Samuel Caples’s life unfolded in eerie sync with the national tragedy. Born in Maryland around the time of the Constitutional Convention, he grew up with the new republic, impatiently pushing west in search of land and human property. By the 1830s, he had abandoned his life in middle Tennessee and settled in northwestern Alabama, where he seems to have prospered. He ran a tavern in the Fayette County courthouse; increased his slaveholdings to seven, from five; and had a son who served as constable. Then he packed up and lit out again. What dislodged a comfortable townsman isn’t clear, but when he arrived in Scott County, Mississippi, in the early 1840s, he was a man approaching sixty and toting an eighteen-year-old bride. As a small slaveholder (one with fewer than twenty slaves), Caples was by far the most prevalent kind, though not one easily conjured by modern minds. His life was nothing like those of the grand planters along the Mississippi River, with hundreds of slaves, thousands of acres, and European books and clothes.

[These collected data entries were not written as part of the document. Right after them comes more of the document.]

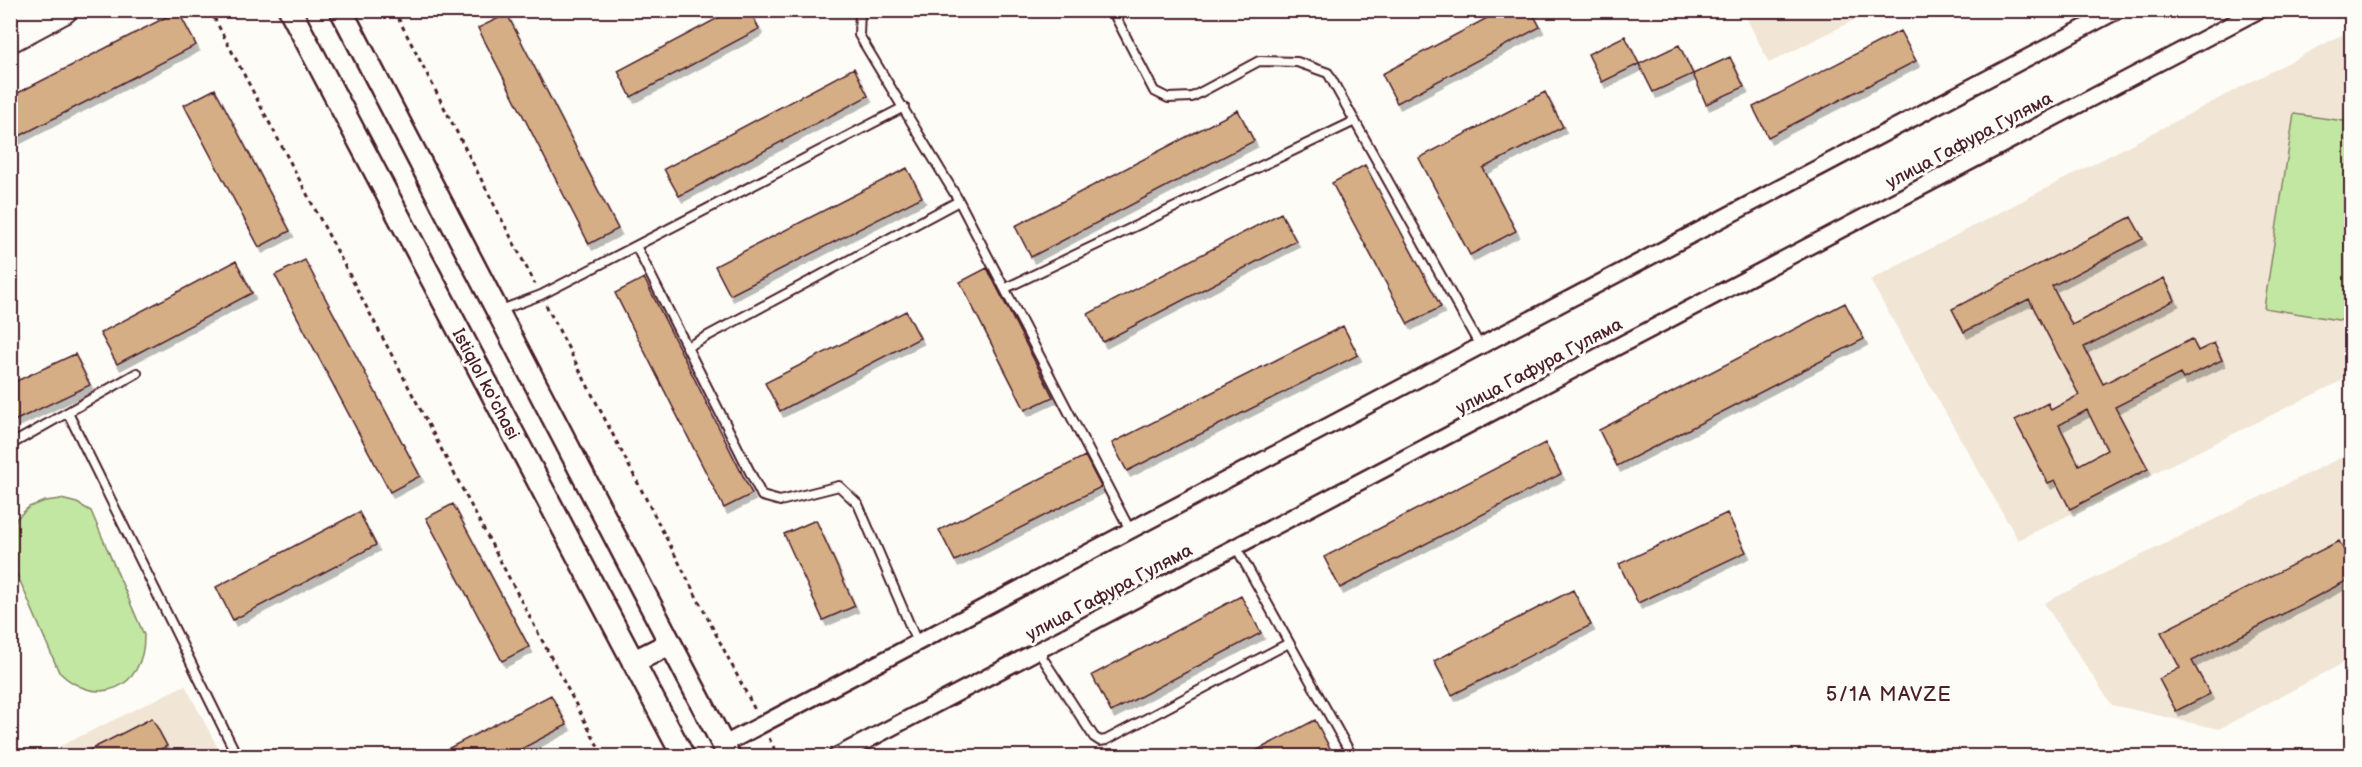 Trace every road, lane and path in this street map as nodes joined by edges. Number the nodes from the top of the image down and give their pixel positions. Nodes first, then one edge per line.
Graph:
1 (22, 10) edge
2 (64, 10) edge
3 (210, 10) edge
4 (290, 10) edge
5 (341, 10) edge
6 (394, 10) edge
7 (860, 10) edge
8 (1112, 10) edge
9 (2118, 10) edge
10 (2259, 10) edge
11 (10, 16) edge
12 (10, 39) edge
13 (904, 107) junction
14 (1355, 121) junction
15 (959, 201) junction
16 (636, 246) junction
17 (1006, 288) junction
18 (541, 295) junction
19 (497, 312) junction
20 (687, 346) junction
21 (1479, 346) junction
22 (137, 373) dead end
23 (68, 412) junction
24 (10, 445) edge
25 (1130, 530) junction
26 (1236, 547) junction
27 (917, 642) junction
28 (1289, 643) junction
29 (669, 644) junction
30 (1038, 651) junction
31 (633, 662) junction
32 (762, 724) junction
33 (726, 751) edge
34 (237, 756) edge
35 (603, 756) edge
36 (683, 756) edge
37 (778, 756) edge
38 (837, 756) edge
39 (1352, 756) edge

1 - 11 highway
2 - 12 highway
3 - 35 path
4 - 31 main road, Istiqlol ko'chasi
5 - 19 main road
6 - 18 path
7 - 13 lane
8 - 14 lane
9 - 21 street
10 - 26 street, улица Гафура Гуляма
13 - 15 lane
13 - 16 lane
14 - 17 lane
14 - 21 lane
15 - 17 lane
15 - 20 lane
16 - 18 lane
16 - 20 lane
17 - 25 lane
18 - 19 lane
18 - 32 path
19 - 29 main road
20 - 27 lane
21 - 25 street
22 - 23 lane
23 - 24 lane
23 - 34 lane
25 - 27 street
26 - 28 lane
26 - 30 street, улица Гафура Гуляма
27 - 32 street
28 - 30 lane
28 - 39 lane
29 - 31 main road
29 - 33 main road
30 - 38 street, улица Гафура Гуляма
31 - 36 main road, Istiqlol ko'chasi
32 - 33 street
32 - 37 path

Caples would have lived in frontier housing, probably a log cabin, and worked in the fields alongside his bondsmen. With virtually no savings—his wealth was tied up in his slaves—he was acutely vulnerable to market busts, a risk for the people he owned, since selling them was his easiest way to get cash. For Frank, bondage to a small slaveholder had some potential advantages; it spared him the mythic overseer, famed for his quick cruelty, and it may have brought a more varied workday. But it also deprived him of the communal life a large plantation afforded, like a broader potential choice in mates and the safety of numbers. What it - really did was bind his fate to the whims of Samuel Caples, whose authority over his human possessions was all but absolute. The distance to free soil made escape nea
rly impossible.
There were two aspects of slavery its defenders preferred not to discuss: the sale and the lash. Whether Caples was quick with the lash is unknown, but he wasn’t above the sale. In 1849, with prices for slaves and cotton rising, Caples disposed of “my Negro boy Hyram about fifteen years old” for $818.50, about $20,000 in contemporary terms. Hyram was about Frank’s age, possibly his brother, perhaps even a twin. Though able to buy and sell men, Caples couldn’t write his name, and he consummated the deal with an X. On the move again within a few years, Caples headed east into Newton County, where he had more kids, bought more land, and needed more cash. On April 16, 1855, he took out a loan of $833, offering as collateral one of the most valuable things he owned: Hattie Mae’s great-grandfather. “Caples has this day executed his note,” he acknowledged with his X,
and . . . to secure full and punctual payment of said note . . . doth bargain, sell, and convey a certain negro boy slave for life named Frank in color black aged about twenty years to have and to hold the same unto himself, his heirs and assigns forever.
Amid the reverent “untos” and “doths,” the note let Caples keep working his “slave for life” until the debt came due nine months later. But if he failed to repay, the lender was then free to take possession of Frank and sell him to the highest bidder. Whatever terrors he experienced in bondage, Frank Caples was spared that one. Cotton prices ticked up that year, and Samuel Caples repaid the debt.